Limitations of Time-Based Scheduling
While effective for most complex jobs, time-based scheduling had some limitations:
Fixed Timing: DAGs ran at predetermined times, regardless of data readiness (this is the key to Datasets). If data wasn't available at the scheduled time, tasks could fail or process incomplete data.
Sensors and Polling: To handle data dependencies, sensors were employed to wait for data availability. However, sensors often relied on continuous polling, which could be resource-intensive and lead to inefficiencies.
Airflow Datasets were created to overcome these scheduling limitations.
Intro to Airflow Datasets
When using Datasets in Airflow, you'll typically work with two types of DAGs: Producer and Consumer DAGs.
What is a Producer DAG?
A DAG responsible for defining and "updating" a specific Dataset. We say "updating" because Airflow considers a Dataset "updated" simply when a task that lists it in its outlets
completes successfully — regardless of whether the data was truly modified.
A Producer DAG:
✅ Must have the Dataset variable defined or imported
✅ Must include a task with the outlets
parameter set to that Dataset
What is a Consumer DAG?
A DAG that is scheduled to execute once the Producer DAG successfully completes.
A Consumer DAG:
✅ Must reference the same Dataset using the schedule
parameter
It’s this producer-consumer relationship that enables event-driven scheduling in Airflow — allowing workflows to run as soon as the data they're dependent on is ready, without relying on fixed time intervals.
What are Airflow Datasets?
A Dataset is a way to represent a specific set of data.

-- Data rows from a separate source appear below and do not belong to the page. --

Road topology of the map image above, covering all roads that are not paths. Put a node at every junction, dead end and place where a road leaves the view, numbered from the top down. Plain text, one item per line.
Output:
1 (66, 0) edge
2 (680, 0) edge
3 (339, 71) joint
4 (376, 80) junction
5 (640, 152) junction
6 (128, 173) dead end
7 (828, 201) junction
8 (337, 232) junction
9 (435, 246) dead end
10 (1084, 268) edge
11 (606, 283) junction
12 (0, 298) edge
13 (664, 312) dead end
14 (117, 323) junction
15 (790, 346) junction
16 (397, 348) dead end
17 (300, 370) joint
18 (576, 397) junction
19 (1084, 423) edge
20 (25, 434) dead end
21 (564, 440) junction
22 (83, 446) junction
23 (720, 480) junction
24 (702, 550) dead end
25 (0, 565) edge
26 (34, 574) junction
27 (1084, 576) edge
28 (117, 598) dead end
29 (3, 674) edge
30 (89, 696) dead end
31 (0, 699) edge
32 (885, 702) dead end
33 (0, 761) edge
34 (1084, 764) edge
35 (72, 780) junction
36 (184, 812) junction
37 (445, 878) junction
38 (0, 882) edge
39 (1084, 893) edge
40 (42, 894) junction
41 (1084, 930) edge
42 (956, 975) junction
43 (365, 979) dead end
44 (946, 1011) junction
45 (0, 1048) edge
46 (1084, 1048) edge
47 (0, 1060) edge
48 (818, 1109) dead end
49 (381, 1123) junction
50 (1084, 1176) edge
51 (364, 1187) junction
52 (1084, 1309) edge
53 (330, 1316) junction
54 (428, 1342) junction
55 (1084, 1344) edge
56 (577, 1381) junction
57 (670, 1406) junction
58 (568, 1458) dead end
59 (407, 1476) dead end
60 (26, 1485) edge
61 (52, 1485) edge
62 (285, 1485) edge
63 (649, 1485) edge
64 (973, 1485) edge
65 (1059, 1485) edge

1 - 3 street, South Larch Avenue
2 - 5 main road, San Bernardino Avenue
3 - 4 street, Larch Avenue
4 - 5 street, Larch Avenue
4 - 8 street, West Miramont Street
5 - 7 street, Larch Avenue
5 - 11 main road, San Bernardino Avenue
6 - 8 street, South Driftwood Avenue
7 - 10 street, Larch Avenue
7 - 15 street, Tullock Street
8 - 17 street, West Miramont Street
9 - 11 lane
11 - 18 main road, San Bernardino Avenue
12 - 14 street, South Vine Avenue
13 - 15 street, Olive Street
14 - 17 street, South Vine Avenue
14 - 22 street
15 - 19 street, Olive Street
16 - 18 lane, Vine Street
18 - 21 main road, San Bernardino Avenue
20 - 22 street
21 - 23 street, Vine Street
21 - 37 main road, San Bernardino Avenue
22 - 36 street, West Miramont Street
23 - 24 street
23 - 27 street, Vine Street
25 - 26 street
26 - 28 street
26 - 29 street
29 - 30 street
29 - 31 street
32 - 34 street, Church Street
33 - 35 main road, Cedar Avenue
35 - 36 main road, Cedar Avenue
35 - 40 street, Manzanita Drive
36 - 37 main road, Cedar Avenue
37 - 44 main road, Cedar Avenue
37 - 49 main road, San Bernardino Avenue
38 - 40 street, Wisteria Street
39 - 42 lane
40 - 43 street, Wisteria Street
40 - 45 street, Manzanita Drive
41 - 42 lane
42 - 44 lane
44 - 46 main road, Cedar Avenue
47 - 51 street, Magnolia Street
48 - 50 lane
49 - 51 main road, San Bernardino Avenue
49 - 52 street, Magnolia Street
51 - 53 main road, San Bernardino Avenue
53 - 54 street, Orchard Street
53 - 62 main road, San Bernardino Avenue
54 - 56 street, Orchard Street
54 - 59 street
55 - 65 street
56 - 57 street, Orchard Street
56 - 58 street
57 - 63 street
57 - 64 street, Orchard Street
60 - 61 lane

Think of it as a label or reference to a particular data resource. This can be anything: a csv file, an s3 bucket or SQL table. A Dataset is defined by passing a string path to the Dataset()
object. This path acts as an identifier — it doesn't have to be a real file or URL, but it should be consistent, unique, and ideally in ASCII format (plain English letters, numbers, slashes, underscores, etc.).
from airflow.datasets import Dataset
my_dataset = Dataset("s3://my-bucket/my-data.csv")
# or
my_dataset = Dataset("my_folder/my_file.txt")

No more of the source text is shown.